What the task requires: Return a word-for-word copy of the complete listing below.

Dataset records:
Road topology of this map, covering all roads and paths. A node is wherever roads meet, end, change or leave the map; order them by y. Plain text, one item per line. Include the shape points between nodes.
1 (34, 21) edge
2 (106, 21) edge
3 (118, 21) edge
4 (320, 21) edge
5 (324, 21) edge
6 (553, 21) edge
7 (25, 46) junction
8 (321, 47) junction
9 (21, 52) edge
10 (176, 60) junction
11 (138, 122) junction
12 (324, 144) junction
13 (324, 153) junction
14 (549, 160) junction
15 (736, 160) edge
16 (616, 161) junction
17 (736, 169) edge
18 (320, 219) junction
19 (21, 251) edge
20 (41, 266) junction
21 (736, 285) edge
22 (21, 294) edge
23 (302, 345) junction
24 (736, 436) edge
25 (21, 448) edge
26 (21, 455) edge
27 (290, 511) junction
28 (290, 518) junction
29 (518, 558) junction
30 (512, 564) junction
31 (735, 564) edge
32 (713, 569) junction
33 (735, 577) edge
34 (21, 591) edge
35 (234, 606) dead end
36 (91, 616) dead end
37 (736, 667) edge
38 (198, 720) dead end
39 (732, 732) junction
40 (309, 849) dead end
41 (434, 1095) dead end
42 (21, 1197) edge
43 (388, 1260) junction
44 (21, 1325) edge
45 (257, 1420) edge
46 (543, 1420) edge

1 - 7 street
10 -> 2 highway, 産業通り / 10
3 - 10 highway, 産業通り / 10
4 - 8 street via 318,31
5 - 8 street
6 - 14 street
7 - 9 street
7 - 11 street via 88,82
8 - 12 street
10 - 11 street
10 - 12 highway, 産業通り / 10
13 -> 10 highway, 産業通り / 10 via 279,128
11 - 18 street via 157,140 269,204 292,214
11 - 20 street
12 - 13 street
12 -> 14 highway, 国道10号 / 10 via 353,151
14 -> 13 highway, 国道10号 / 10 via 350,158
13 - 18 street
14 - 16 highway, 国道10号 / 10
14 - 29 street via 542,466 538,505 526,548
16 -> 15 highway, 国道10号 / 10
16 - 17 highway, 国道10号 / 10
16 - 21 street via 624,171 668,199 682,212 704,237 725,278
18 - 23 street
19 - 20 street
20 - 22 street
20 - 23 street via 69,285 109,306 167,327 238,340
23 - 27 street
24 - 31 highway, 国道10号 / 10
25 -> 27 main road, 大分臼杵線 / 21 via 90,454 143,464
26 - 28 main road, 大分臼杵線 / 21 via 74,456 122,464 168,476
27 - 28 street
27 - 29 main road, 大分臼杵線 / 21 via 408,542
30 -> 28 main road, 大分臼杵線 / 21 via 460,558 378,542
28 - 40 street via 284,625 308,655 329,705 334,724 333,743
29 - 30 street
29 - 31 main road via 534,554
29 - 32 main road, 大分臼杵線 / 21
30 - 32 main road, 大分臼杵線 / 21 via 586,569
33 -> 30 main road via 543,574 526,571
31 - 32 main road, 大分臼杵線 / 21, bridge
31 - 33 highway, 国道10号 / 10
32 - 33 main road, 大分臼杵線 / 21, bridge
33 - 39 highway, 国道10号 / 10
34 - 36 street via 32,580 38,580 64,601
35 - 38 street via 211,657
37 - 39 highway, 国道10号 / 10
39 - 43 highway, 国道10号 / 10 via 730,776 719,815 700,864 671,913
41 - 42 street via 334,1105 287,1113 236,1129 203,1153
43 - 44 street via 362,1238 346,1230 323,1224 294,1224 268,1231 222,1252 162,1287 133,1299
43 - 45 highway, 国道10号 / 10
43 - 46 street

Task result:
Road topology of this map, covering all roads and paths. A node is wherever roads meet, end, change or leave the map; order them by y. Plain text, one item per line. Include the shape points between nodes.
1 (34, 21) edge
2 (106, 21) edge
3 (118, 21) edge
4 (320, 21) edge
5 (324, 21) edge
6 (553, 21) edge
7 (25, 46) junction
8 (321, 47) junction
9 (21, 52) edge
10 (176, 60) junction
11 (138, 122) junction
12 (324, 144) junction
13 (324, 153) junction
14 (549, 160) junction
15 (736, 160) edge
16 (616, 161) junction
17 (736, 169) edge
18 (320, 219) junction
19 (21, 251) edge
20 (41, 266) junction
21 (736, 285) edge
22 (21, 294) edge
23 (302, 345) junction
24 (736, 436) edge
25 (21, 448) edge
26 (21, 455) edge
27 (290, 511) junction
28 (290, 518) junction
29 (518, 558) junction
30 (512, 564) junction
31 (735, 564) edge
32 (713, 569) junction
33 (735, 577) edge
34 (21, 591) edge
35 (234, 606) dead end
36 (91, 616) dead end
37 (736, 667) edge
38 (198, 720) dead end
39 (732, 732) junction
40 (309, 849) dead end
41 (434, 1095) dead end
42 (21, 1197) edge
43 (388, 1260) junction
44 (21, 1325) edge
45 (257, 1420) edge
46 (543, 1420) edge

1 - 7 street
10 -> 2 highway, 産業通り / 10
3 - 10 highway, 産業通り / 10
4 - 8 street via 318,31
5 - 8 street
6 - 14 street
7 - 9 street
7 - 11 street via 88,82
8 - 12 street
10 - 11 street
10 - 12 highway, 産業通り / 10
13 -> 10 highway, 産業通り / 10 via 279,128
11 - 18 street via 157,140 269,204 292,214
11 - 20 street
12 - 13 street
12 -> 14 highway, 国道10号 / 10 via 353,151
14 -> 13 highway, 国道10号 / 10 via 350,158
13 - 18 street
14 - 16 highway, 国道10号 / 10
14 - 29 street via 542,466 538,505 526,548
16 -> 15 highway, 国道10号 / 10
16 - 17 highway, 国道10号 / 10
16 - 21 street via 624,171 668,199 682,212 704,237 725,278
18 - 23 street
19 - 20 street
20 - 22 street
20 - 23 street via 69,285 109,306 167,327 238,340
23 - 27 street
24 - 31 highway, 国道10号 / 10
25 -> 27 main road, 大分臼杵線 / 21 via 90,454 143,464
26 - 28 main road, 大分臼杵線 / 21 via 74,456 122,464 168,476
27 - 28 street
27 - 29 main road, 大分臼杵線 / 21 via 408,542
30 -> 28 main road, 大分臼杵線 / 21 via 460,558 378,542
28 - 40 street via 284,625 308,655 329,705 334,724 333,743
29 - 30 street
29 - 31 main road via 534,554
29 - 32 main road, 大分臼杵線 / 21
30 - 32 main road, 大分臼杵線 / 21 via 586,569
33 -> 30 main road via 543,574 526,571
31 - 32 main road, 大分臼杵線 / 21, bridge
31 - 33 highway, 国道10号 / 10
32 - 33 main road, 大分臼杵線 / 21, bridge
33 - 39 highway, 国道10号 / 10
34 - 36 street via 32,580 38,580 64,601
35 - 38 street via 211,657
37 - 39 highway, 国道10号 / 10
39 - 43 highway, 国道10号 / 10 via 730,776 719,815 700,864 671,913
41 - 42 street via 334,1105 287,1113 236,1129 203,1153
43 - 44 street via 362,1238 346,1230 323,1224 294,1224 268,1231 222,1252 162,1287 133,1299
43 - 45 highway, 国道10号 / 10
43 - 46 street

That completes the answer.